Wir haben Tiflis bereits verlassen und uns auf den Weg nach Baku gemacht. Was wie eine beschwerliche Tagesetappe aussah, war im Endeffekt weniger dramatisch, weil die Hauptverkehrsverbindungen Aserbaidschans in einem überraschend guten Zustand sind. Der Grund dafür ist wohl, dass das Land in den letzten zwei Jahrzehnten einen Ölboom erlebte, der so nicht nur Investitionen in die Infrastruktur ermöglichte, sondern viel an alter Bausubstanz verschwinden lies.

 

Der Weg nach Baku war dafür aber von neuen Erlebnissen gespickt: wir haben unsere ersten Polizeikontrollen hinter uns! Man muss aber dazu sagen, dass die sehr willkürlich sind hier. Man wird einfach reingewunken, egal wie man fährt oder wie das Auto aussieht. Ob unauffälliger Lada mit moderater Geschwindigkeit, 60 Jahre alte LKWs, oder Mercedes mit massiv überhöhter Geschwindigkeit. Alle kommen dran... und wir in dem Fall eben auch. In weißer Voraussicht haben wir genau für diesen Fall Tabakwaren und Alkoholika gebunkert und die kamen dann auch gleich zum Einsatz um den Polizisten mal gehörig zu Schmieren. Interessant zu sehen war, dass Polizisten, die alleine sind enorm frech sind, weil sie tun und lassen können, was sie wollen. Wenn sie aber zu zweit oder gar zu dritt sind, dann checken Sie einfach nur die Dokumente. Unglaublich freundlich sind sie alle, selbst wenn sie dein Geld oder deine Zigaretten wollen. Außerdem lieben sie alle Cookie, weil sie so schön bunt ist.

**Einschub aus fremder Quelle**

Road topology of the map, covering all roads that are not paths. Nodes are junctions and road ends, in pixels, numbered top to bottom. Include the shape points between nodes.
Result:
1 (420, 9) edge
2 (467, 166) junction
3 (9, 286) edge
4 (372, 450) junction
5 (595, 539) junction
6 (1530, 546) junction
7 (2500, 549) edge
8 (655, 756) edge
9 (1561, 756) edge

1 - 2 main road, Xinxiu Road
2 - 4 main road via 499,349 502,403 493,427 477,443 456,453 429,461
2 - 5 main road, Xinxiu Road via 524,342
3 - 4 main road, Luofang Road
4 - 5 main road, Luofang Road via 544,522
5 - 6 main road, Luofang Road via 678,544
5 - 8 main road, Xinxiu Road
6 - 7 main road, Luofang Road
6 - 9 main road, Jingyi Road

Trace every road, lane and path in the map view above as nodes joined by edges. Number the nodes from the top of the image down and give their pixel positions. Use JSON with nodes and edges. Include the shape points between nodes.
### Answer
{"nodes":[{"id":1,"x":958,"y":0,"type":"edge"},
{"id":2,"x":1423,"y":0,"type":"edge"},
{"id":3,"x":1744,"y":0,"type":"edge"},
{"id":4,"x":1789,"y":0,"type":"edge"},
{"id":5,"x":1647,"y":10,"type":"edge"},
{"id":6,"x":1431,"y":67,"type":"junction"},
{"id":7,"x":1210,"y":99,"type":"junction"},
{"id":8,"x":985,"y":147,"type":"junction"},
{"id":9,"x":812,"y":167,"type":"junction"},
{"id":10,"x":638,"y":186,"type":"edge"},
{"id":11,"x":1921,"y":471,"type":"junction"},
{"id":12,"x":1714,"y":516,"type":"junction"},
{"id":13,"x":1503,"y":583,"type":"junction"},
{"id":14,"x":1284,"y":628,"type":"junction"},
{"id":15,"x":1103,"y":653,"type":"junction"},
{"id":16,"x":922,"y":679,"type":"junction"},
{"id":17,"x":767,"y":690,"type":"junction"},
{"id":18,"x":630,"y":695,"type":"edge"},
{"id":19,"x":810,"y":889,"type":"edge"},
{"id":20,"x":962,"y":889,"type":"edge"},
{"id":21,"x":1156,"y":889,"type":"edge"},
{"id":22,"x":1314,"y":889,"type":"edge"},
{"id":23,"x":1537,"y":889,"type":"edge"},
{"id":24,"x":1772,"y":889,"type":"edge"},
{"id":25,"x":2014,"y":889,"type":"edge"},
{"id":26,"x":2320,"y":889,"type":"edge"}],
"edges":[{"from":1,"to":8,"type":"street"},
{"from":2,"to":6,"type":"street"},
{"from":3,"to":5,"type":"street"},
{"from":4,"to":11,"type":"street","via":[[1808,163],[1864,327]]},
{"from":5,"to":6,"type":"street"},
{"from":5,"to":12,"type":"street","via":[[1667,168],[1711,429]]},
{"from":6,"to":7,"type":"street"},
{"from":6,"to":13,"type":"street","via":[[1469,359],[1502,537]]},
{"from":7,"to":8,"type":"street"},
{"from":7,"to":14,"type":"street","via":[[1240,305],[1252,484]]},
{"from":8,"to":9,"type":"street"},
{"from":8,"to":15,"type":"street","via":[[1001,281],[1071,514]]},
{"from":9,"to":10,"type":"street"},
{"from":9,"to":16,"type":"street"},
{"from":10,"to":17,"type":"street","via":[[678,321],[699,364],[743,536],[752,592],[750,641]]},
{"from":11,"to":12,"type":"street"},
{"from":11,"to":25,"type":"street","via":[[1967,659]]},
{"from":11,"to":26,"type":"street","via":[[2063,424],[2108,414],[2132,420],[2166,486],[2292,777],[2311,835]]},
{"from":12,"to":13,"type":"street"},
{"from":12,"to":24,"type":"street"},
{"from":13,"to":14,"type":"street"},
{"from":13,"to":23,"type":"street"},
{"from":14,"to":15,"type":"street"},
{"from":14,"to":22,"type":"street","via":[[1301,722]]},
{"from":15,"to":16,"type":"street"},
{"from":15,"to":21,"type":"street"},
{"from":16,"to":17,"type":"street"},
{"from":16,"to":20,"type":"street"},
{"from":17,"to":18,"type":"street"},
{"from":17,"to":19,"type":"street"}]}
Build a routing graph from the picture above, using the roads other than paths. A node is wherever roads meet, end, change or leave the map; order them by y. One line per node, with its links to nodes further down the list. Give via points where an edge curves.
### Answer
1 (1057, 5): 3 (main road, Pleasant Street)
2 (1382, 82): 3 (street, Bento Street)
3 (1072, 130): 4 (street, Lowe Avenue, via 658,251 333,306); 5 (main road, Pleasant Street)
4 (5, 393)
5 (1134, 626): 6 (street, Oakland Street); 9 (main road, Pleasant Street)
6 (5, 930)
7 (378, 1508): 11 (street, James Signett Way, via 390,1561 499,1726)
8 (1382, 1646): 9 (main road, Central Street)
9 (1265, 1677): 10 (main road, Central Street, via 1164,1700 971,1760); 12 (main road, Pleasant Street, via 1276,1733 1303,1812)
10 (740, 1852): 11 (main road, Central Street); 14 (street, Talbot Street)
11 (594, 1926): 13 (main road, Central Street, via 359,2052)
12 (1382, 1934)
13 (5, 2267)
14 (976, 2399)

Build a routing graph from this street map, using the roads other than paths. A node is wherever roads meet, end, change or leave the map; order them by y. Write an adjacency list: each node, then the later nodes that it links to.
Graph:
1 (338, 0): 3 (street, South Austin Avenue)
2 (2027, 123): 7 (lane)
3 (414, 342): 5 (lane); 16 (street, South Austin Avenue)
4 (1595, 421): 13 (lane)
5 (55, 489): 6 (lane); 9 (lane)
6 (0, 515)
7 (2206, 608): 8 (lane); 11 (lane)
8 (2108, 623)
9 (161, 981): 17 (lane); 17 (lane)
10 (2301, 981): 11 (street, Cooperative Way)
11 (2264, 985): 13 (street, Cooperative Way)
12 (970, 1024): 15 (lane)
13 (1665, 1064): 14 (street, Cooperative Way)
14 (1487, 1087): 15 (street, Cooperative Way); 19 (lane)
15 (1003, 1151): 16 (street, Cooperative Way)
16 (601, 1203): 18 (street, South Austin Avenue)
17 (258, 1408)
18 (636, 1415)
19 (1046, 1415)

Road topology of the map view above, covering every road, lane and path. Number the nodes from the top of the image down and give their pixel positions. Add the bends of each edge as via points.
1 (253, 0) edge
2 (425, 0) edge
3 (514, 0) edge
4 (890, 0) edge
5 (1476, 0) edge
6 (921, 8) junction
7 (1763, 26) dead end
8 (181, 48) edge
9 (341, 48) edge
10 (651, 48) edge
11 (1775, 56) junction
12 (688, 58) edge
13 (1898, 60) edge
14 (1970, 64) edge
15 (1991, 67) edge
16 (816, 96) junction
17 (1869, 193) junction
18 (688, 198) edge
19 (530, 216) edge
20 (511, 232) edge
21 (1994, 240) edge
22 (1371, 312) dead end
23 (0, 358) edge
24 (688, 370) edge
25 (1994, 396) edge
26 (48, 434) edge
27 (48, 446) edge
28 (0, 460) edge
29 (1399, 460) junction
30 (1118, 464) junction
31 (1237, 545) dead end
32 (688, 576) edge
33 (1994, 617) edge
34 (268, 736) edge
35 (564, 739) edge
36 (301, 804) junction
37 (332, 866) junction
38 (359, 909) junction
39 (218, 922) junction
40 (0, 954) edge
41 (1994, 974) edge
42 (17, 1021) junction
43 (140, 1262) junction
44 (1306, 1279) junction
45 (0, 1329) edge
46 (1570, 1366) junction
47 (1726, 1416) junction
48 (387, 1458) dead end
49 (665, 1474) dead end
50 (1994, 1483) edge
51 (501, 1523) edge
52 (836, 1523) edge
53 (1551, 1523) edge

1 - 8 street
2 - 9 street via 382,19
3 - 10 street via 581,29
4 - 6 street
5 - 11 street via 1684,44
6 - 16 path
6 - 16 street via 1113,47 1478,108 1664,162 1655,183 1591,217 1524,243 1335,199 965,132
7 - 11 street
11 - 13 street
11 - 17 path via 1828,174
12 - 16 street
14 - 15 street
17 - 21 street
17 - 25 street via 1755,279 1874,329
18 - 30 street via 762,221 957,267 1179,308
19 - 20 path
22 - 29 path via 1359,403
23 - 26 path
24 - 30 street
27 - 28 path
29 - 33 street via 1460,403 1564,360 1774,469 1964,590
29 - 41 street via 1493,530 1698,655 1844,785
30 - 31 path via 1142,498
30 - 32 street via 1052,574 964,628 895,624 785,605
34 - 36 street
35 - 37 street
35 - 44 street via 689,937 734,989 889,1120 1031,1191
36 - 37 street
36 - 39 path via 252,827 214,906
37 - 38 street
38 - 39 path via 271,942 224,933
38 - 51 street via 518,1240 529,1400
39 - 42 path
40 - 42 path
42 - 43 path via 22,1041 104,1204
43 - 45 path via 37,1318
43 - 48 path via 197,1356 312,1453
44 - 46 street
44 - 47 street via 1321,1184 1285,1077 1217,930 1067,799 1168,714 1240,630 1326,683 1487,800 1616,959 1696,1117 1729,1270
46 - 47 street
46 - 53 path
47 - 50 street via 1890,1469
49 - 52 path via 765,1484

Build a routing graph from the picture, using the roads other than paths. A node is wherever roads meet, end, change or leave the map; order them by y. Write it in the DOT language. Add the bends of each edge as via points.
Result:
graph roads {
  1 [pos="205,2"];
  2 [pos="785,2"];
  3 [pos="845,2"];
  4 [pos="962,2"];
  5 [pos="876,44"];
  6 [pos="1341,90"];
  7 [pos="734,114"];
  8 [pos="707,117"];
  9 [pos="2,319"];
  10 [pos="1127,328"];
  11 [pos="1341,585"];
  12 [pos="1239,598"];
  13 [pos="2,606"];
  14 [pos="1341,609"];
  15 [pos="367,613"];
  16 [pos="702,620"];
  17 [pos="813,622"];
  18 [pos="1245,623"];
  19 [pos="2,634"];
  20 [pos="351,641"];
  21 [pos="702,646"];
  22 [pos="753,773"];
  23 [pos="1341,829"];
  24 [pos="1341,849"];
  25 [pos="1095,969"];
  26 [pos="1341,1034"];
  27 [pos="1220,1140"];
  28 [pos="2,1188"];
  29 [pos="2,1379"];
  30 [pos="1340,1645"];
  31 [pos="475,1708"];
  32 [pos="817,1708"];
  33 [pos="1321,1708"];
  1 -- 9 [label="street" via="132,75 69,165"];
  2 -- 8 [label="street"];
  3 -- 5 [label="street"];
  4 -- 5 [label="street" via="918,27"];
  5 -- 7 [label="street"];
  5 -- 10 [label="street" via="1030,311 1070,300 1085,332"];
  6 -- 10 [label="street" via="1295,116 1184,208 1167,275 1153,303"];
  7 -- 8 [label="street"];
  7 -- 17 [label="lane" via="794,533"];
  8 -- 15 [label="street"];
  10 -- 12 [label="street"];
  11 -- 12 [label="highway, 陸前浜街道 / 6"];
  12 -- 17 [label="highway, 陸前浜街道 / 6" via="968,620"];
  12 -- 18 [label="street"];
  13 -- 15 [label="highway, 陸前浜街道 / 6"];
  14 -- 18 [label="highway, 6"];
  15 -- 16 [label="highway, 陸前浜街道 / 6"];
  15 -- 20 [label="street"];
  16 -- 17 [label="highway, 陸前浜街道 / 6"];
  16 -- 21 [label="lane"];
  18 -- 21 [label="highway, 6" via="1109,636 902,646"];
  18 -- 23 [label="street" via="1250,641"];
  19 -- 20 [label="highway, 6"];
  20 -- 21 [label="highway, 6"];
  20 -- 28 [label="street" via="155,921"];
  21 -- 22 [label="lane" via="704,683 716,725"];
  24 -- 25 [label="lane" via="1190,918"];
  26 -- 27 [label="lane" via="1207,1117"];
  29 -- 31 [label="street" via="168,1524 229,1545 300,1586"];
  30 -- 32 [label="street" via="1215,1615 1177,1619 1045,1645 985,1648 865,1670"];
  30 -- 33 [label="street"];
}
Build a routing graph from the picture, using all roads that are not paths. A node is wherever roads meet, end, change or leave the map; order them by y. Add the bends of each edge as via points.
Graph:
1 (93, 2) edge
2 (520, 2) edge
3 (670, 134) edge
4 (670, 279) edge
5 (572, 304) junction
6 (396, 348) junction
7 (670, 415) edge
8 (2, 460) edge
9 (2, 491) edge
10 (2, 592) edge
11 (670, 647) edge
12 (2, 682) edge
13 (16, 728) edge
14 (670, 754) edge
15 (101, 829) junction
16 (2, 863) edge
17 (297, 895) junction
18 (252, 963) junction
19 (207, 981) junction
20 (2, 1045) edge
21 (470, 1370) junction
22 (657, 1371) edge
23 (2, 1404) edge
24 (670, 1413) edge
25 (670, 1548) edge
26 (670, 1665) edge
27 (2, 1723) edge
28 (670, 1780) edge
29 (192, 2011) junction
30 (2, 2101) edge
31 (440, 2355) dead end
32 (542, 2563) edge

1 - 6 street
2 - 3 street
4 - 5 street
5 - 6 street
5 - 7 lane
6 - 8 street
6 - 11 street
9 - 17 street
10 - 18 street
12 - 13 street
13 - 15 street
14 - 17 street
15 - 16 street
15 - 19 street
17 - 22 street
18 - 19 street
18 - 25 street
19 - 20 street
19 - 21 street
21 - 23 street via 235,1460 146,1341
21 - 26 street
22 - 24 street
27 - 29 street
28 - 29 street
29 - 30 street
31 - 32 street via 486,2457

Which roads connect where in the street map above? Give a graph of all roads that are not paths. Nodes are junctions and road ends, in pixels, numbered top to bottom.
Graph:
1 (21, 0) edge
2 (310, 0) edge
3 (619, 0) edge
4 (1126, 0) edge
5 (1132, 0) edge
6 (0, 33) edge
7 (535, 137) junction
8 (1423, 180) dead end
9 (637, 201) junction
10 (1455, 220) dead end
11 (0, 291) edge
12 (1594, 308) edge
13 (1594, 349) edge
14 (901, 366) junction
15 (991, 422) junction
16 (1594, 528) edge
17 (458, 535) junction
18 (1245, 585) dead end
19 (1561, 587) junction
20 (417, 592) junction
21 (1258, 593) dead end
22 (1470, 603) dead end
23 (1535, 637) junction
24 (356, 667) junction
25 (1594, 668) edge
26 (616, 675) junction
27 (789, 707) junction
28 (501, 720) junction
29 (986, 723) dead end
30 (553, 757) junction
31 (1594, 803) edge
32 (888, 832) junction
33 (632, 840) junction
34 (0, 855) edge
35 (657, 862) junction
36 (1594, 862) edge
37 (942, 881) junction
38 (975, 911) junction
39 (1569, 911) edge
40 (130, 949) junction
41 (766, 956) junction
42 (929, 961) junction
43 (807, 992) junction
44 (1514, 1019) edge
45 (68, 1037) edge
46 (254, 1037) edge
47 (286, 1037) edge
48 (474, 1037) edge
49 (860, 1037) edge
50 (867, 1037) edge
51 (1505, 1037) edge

Ganz beliebt war Cookie auch bei den Beamten an der aserbaidschanischen Grenze. Die haben das Auto gar nicht kontrolliert, aber sie waren dermaßen interessiert dran, dass sie alles anschauen und sehen wollten (wir hoffen das bleibt so). Flo wurde dort gefragt, wieviele Kameras wir mithaben und er hat gesagt, dass wir drei Kameras mithaben und fragte gleich, ob das denn ein Problem sei. Der Border Guard war aber total gechillt und hat nur gemeint: "No, no. No problem! Impressive!" Als sie dann noch angefangen haben das Auto zu beschriften, haben wir das enorm charmant gefunden und das Eis zwischen uns und den Grenzlern war endgültig gebrochen!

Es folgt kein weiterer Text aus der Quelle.